WORK TO BE COMPLETED:
Please return all lines from the records below that include the string "Roxas".

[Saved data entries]
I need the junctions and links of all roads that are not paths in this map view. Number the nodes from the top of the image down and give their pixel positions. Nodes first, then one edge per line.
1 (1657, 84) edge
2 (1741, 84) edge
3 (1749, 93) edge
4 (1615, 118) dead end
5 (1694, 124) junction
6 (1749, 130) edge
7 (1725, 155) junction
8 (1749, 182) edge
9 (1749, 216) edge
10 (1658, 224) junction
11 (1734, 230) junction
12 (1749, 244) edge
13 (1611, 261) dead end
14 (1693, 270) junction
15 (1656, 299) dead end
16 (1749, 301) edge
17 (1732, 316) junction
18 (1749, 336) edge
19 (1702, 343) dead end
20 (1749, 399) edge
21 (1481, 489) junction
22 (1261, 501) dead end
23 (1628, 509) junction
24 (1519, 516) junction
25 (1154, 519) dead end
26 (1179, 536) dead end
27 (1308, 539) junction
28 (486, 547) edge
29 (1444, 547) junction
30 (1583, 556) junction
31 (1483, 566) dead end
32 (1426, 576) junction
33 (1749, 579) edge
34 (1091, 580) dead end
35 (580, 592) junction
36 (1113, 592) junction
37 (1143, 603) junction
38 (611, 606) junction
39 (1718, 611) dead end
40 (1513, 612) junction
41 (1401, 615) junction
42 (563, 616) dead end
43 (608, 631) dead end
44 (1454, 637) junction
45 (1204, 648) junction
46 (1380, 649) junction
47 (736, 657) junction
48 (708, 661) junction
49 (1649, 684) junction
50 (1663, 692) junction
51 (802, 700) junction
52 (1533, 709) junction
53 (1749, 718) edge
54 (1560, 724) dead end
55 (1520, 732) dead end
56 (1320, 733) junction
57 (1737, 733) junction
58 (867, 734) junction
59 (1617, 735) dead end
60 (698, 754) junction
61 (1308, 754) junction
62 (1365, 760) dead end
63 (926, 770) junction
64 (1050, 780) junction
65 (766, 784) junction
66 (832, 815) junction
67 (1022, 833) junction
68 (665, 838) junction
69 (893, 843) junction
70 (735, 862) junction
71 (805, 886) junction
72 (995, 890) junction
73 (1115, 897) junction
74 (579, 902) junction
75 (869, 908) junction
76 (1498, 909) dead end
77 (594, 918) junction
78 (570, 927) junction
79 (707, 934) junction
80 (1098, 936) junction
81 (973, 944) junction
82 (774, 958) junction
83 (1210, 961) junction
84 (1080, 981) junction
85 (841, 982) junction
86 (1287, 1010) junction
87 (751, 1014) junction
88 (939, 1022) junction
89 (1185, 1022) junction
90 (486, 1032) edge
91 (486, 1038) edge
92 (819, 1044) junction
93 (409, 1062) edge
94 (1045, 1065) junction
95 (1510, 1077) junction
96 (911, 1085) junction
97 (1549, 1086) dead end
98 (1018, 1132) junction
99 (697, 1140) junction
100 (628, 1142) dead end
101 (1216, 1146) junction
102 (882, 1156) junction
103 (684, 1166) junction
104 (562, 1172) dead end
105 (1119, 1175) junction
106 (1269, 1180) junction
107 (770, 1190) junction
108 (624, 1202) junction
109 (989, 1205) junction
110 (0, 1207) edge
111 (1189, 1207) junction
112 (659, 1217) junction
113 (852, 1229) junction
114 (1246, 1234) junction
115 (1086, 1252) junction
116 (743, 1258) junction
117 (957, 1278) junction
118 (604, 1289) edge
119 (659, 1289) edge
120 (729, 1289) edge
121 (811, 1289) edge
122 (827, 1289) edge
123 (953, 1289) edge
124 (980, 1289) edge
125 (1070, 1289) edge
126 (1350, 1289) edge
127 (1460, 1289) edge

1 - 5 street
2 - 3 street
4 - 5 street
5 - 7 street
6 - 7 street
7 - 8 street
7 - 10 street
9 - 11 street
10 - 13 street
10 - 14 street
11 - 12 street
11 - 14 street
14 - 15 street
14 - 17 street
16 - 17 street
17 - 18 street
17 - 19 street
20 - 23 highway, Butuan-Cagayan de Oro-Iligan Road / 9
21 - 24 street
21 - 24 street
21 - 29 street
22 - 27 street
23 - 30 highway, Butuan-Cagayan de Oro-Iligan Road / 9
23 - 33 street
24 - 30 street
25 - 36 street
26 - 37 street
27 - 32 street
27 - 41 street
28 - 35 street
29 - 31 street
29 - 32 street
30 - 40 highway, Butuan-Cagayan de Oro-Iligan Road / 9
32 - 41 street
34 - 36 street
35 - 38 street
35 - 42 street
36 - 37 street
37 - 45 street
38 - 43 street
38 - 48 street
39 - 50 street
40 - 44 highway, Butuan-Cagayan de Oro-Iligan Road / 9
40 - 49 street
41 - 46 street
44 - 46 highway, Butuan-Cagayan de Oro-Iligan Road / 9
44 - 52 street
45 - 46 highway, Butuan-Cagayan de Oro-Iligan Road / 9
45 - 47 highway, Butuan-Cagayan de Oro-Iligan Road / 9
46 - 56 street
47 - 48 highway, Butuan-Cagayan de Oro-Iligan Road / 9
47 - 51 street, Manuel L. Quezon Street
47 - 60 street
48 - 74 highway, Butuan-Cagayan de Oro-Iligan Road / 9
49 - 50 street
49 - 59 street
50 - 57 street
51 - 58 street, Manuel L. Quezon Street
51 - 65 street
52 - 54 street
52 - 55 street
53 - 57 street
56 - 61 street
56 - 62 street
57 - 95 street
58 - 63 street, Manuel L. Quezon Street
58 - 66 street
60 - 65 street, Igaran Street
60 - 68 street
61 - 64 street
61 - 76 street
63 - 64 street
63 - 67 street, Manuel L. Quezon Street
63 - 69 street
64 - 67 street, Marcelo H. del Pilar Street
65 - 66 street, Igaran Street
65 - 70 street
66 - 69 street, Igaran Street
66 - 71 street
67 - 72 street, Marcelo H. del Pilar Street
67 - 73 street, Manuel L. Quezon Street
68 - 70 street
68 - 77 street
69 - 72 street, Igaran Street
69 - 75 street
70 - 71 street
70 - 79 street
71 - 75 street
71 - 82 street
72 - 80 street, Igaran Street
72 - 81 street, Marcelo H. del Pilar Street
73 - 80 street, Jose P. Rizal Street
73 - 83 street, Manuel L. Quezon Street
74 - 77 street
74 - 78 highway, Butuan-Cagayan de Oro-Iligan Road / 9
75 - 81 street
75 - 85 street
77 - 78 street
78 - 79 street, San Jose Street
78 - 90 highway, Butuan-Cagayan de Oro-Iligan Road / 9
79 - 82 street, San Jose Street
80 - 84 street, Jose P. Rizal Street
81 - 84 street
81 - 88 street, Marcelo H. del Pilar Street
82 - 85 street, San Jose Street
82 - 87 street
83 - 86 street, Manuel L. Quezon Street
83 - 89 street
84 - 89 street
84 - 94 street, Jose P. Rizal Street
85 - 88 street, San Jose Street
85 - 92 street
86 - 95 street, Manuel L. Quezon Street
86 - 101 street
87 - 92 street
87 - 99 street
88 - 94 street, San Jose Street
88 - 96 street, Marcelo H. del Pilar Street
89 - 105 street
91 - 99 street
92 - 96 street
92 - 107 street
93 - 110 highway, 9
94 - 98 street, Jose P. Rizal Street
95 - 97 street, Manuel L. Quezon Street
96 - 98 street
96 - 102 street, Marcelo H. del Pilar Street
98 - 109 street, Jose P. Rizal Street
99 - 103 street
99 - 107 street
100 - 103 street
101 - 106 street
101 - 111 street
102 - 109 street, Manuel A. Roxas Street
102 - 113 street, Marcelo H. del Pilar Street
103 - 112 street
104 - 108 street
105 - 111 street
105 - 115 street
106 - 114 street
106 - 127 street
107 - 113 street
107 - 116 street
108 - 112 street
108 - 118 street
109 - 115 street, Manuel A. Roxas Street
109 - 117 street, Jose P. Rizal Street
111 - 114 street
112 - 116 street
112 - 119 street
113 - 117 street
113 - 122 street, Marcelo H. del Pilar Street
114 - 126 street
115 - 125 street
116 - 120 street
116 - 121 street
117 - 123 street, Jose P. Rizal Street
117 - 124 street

ANSWER BOX:
102 - 109 street, Manuel A. Roxas Street
109 - 115 street, Manuel A. Roxas Street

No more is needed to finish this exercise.